Carol, who is Norfolk representative for the British Wheel of Yoga, the charitable governing body in the UK, says before signing up to a class, it is essential to do some research.
“There are lots of different types and levels of yoga so it is important to get the right class so you are not put off. Look at the Yoga East website, detailing all the local classes, and speak to the instructor to find out more,” she says. “Yoga is for everyone, you will never be too old or too unfit. If you have a medical condition, we are able to either refer you to a specialist instructor or tailor the yoga specifically for you.”
Three years ago Carol launched a number of unusual yoga retreats – starting with Retro Yoga at her friend’s vintage caravan park on the Isle of Wight.
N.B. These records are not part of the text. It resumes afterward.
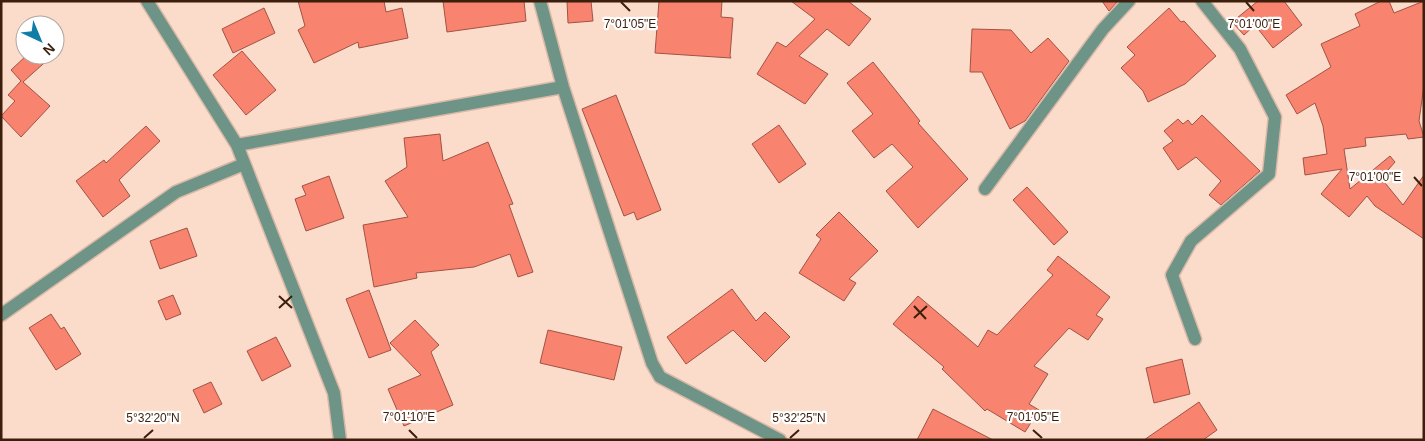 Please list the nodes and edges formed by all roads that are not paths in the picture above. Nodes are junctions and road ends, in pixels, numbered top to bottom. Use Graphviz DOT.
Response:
graph roads {
  1 [pos="147,1"];
  2 [pos="540,1"];
  3 [pos="1129,1"];
  4 [pos="1202,1"];
  5 [pos="563,87"];
  6 [pos="237,145"];
  7 [pos="244,164"];
  8 [pos="985,189"];
  9 [pos="1,314"];
  10 [pos="1195,339"];
  11 [pos="340,440"];
  12 [pos="780,440"];
  1 -- 6 [label="street"];
  2 -- 5 [label="street"];
  3 -- 8 [label="street"];
  4 -- 10 [label="street"];
  5 -- 6 [label="street"];
  5 -- 12 [label="street"];
  6 -- 7 [label="street"];
  7 -- 9 [label="street"];
  7 -- 11 [label="street"];
} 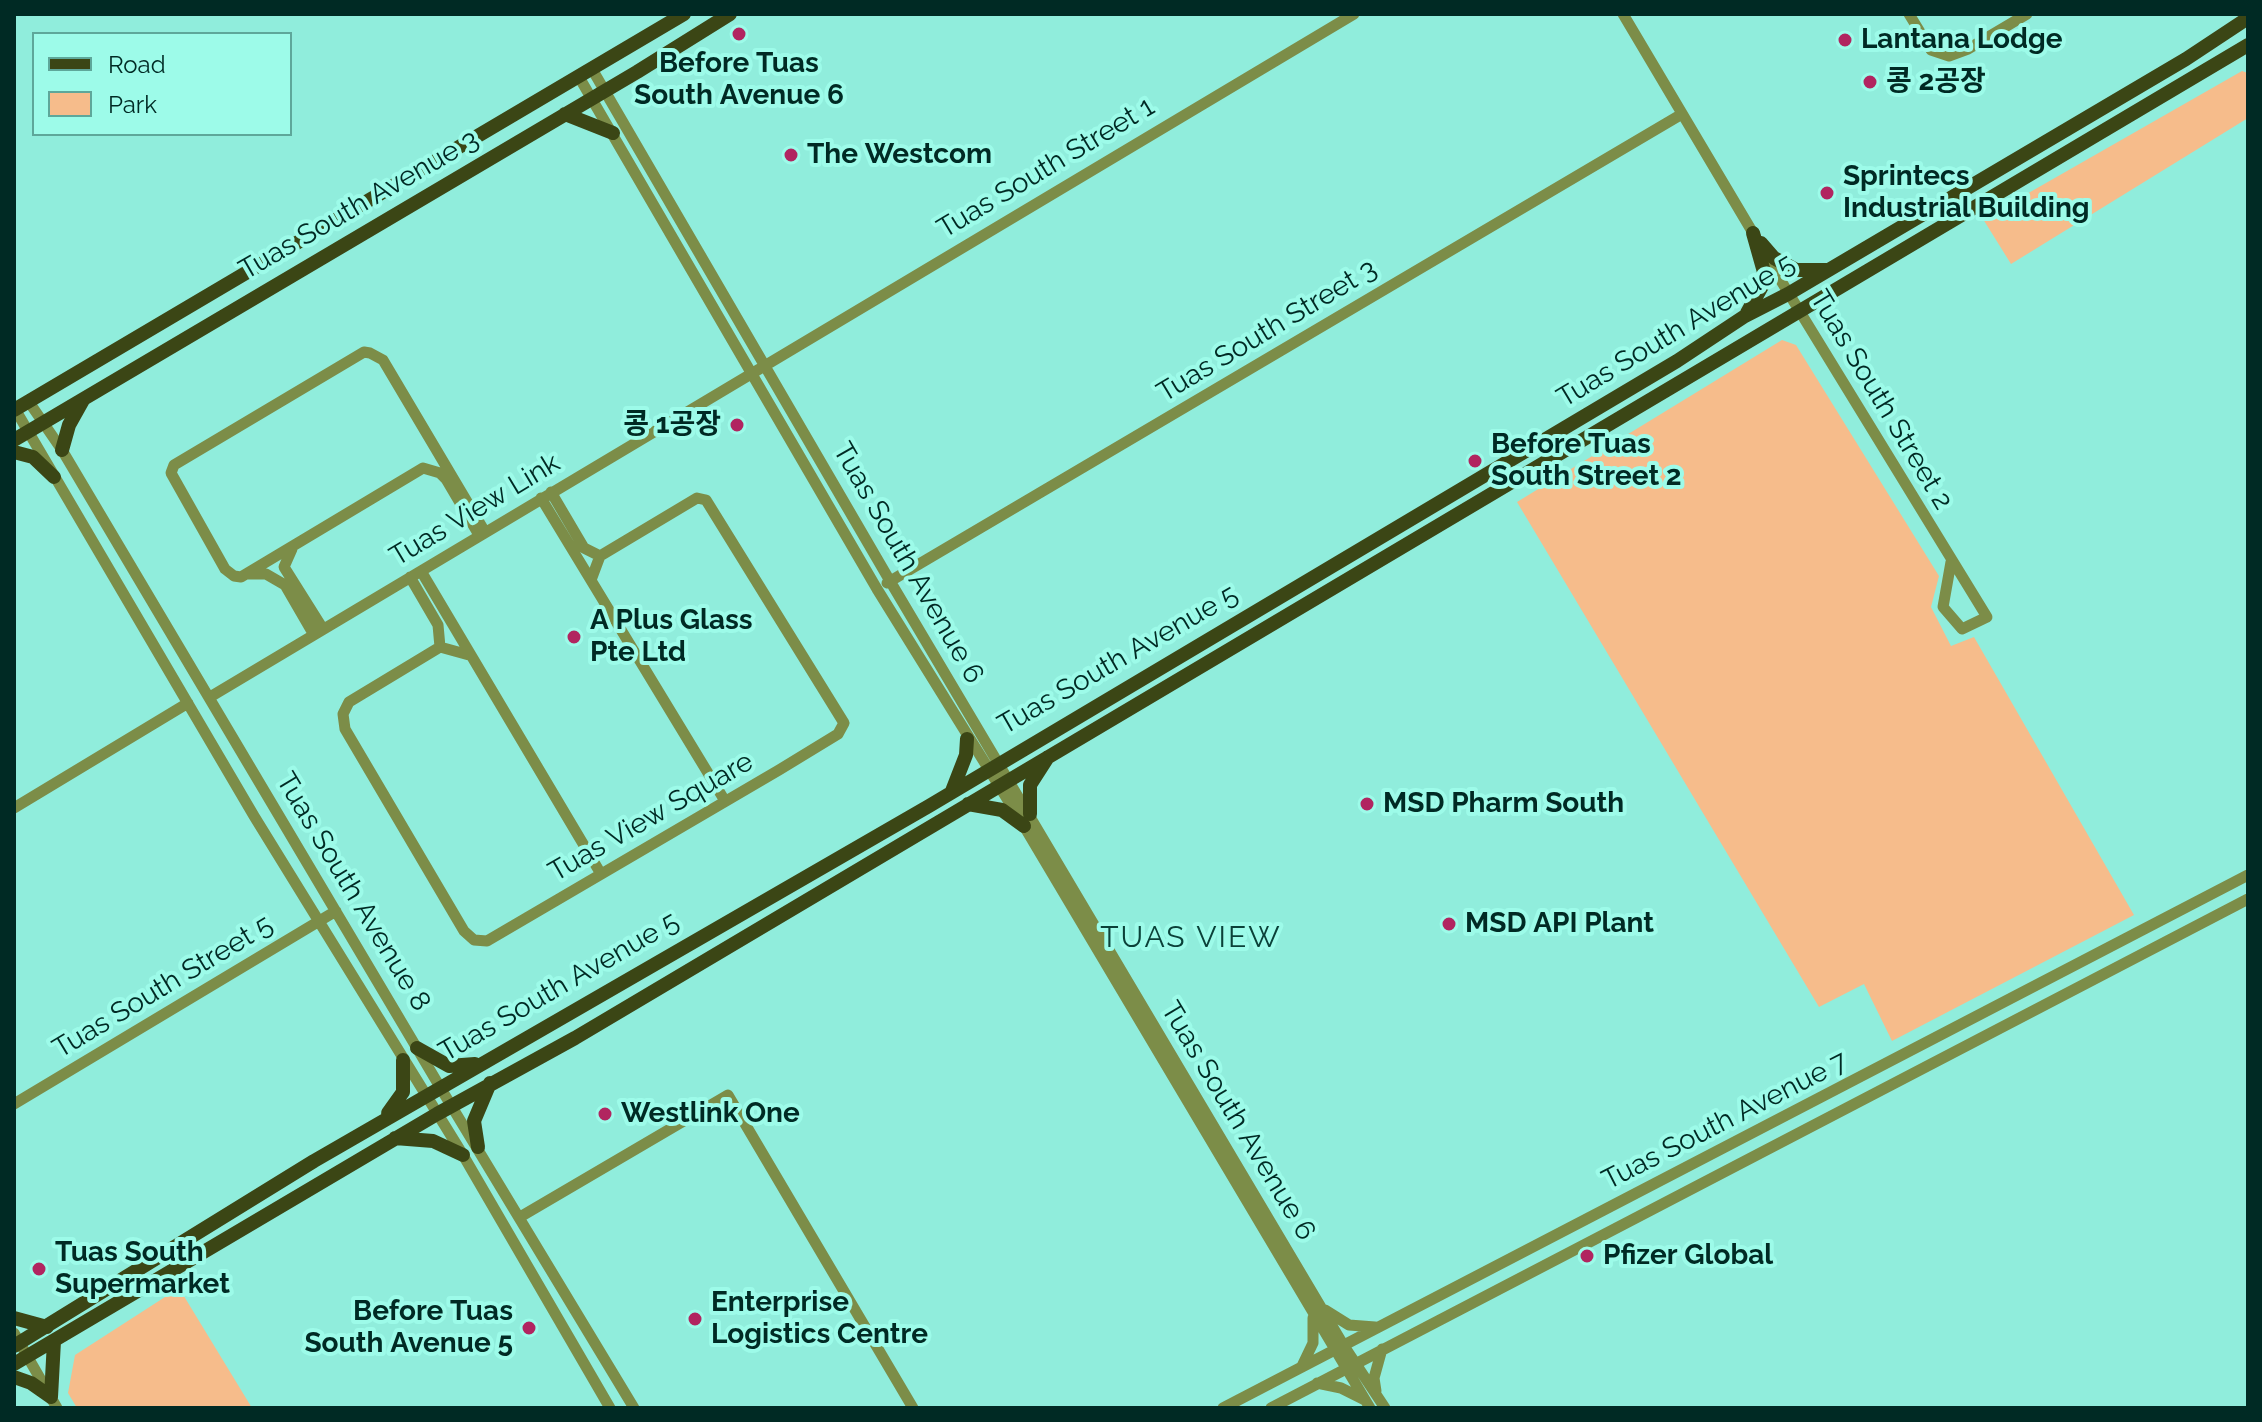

She was inspired by The Women’s League of Health and Beauty, the fitness movement from the 1940s founded by Mary Stack who had lived in India.
“Mary found that Indian women seemed to benefit from yoga with better posture, grace and flexibility, so on her return she developed her fitness programme based on yoga poses put to music. It encouraged women who had lost loved ones in the first world war to exercise together - it was the forerunner of the modern women’s fitness movement,” she says.
“I am hoping to start the retro weekends here in Norfolk but can’t find a suitable venue at the moment so any ideas are welcome.”
And breathe . . .
Sue Aberdeen has been teaching traditional yoga for 20 years and says its benefits go far beyond the weekly class and can make a huge impact on your whole lifestyle.
“I don’t see yoga as exercise. I love the fact it is completely holistic, working physically, mentally, internally and externally. You work at your own pace and shouldn’t feel under pressure,” says Sue, who lives near Watton.
“The best thing about yoga is it is something you can bring into your day-to-day life. Whether you are waiting for the kettle to boil and do a few stretches in the kitchen or are sitting in traffic lights focusing on your breathing, it can make a huge difference to how you feel.”